The hyperventilating rock musical is peeling the gilding off the chandeliers at the Providence Performing Arts Center through October 9.

A rudimentary story, the book by Chris D'Arienzo surrounds a couple of self-destructive clichéd characters, but we eventually stop wanting to smack them sensible. Everything is just an excuse to enjoy late '80s hair rock.

That hair is big and the pounding hits are bigger, from the likes of Whitesnake, Styx, Asia, Joan Jett, Night Ranger, Quarterflash, and many more.

The storyline is more of a clothesline, with songs hung as closely together as practical. We are in 1987 Hollywood, and narrator Lonny (Justin Colombo) explains the set-up, belting out "Just like Paradise" and "Nothin' but a Good Time" (by David Lee Roth and Poison) with the company in the first of many high-octane arm-churning production numbers.

Seems that rock star hopeful Drew Foley (Dominique Scott) finds himself a lowly busboy in a Hollywood Sunset Strip club called the Bourbon Room, working under kindly owner Dennis Dupree (Matt Bann). Hired as a waitress is acting aspirant Sherrie Christian (Shannon Mullen), just arrived from Kansas but at least not dressed and pigtailed like Dorothy. Twisted Sister's "I Wanna Rock" strikes the right tone for Drew to sing with the company as Sherrie encourages him to keep hoping. Their potential romance gets put on hold, despite their singing Foreigner's "Waiting for a Girl Like You," when, to cool their nervousness, he foolishly says that they're just friends. Not to worry, they will be singing Survivor's "The Search Is Over" with the ensemble by the end of the show.

The show is having harmless fun with the stereotype of the hapless but talented loser who eventually lives his dream. But Adam John Hunter's recreation of the original Los Angeles direction of Kristin Hanggi has Drew pump up the annoying dweebishness rather than play against it, so the romance is something we care about for the story rather than for him.

When it's Sherrie's turn to make a foolish youthful mistake (so she can make up for it later, she falls for the transparently slick charms of Stacee Jaxx (Matt Nolan). The rock star has been begged by the club owner to perform with the house band for their final gig. To entertain himself, he seduces Sherrie with a sensitive-guy act and they have sex in the men's room. Understandably, this doesn't go down well with Drew.

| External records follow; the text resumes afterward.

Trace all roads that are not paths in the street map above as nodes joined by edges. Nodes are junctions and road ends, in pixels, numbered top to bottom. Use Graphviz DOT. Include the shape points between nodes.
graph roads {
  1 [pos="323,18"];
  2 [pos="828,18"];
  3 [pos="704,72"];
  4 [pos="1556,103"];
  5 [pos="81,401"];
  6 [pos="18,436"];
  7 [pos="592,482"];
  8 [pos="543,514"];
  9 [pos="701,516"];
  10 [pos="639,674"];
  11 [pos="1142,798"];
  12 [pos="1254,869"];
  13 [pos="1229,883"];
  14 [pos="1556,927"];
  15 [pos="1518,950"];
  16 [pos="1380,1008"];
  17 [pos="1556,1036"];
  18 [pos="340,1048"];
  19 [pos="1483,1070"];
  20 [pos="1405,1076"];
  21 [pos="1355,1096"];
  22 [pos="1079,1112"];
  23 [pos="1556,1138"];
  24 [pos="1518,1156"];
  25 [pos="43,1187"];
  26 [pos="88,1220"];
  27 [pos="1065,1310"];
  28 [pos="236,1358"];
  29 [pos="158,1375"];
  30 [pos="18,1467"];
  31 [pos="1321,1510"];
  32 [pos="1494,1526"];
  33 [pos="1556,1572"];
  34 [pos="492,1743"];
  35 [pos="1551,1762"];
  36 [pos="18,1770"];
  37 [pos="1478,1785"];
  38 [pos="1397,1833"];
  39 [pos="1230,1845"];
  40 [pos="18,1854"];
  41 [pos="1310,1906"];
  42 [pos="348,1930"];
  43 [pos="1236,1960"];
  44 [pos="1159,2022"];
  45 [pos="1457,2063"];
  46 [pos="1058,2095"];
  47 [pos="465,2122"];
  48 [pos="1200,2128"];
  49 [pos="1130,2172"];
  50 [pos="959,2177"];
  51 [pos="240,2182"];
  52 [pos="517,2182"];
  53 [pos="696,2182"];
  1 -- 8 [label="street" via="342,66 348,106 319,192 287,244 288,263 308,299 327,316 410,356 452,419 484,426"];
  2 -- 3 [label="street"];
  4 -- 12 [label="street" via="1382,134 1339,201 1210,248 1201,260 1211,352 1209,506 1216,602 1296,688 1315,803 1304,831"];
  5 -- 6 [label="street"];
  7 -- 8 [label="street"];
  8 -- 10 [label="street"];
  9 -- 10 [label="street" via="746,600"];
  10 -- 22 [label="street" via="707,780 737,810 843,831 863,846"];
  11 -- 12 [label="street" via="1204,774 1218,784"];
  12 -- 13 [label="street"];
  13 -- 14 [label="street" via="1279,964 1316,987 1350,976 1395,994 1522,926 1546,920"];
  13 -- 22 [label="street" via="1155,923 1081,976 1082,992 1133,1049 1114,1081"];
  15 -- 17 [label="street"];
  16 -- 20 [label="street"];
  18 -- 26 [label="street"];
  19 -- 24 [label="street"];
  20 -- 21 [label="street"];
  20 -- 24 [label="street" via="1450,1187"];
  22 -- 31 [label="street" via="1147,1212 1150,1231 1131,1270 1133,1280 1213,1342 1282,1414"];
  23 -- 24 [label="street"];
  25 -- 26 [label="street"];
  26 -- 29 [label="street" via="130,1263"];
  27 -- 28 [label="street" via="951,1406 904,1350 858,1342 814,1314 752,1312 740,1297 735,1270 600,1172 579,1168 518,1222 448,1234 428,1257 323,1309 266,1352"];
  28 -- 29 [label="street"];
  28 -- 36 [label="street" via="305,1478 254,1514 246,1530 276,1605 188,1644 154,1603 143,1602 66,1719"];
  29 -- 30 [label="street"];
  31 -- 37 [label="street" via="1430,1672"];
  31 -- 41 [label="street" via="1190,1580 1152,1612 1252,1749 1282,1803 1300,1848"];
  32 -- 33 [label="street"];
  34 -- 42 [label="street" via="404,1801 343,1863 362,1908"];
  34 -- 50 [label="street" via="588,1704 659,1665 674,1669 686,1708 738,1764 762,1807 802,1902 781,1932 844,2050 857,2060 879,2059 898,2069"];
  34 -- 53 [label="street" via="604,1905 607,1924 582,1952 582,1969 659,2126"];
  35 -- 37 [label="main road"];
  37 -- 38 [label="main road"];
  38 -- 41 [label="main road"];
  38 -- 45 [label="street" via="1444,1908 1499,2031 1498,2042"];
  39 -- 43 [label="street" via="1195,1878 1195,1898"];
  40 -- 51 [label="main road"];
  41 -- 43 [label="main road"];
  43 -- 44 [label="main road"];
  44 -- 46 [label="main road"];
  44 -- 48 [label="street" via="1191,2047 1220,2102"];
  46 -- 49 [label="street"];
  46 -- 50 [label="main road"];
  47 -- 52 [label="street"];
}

There are bad guys on the outside too. Hertz (Philip Peterson) and son Franz (Stephen Michael Kane) are a couple of sleazy German land developers who have bribed the mayor to let them tear down the Sunset Strip. Working against them is feisty young Regina (Katie Postotnik). She organizes protesters who chain themselves together so that the Bourbon Room and other landmarks won't be bulldozed. Despite Franz's entrepreneurial interests and job as a villain, he falls in love with Regina and the sound of her name, a recurring laugh-getter (must be because it's pronounced to rhyme with Carolina).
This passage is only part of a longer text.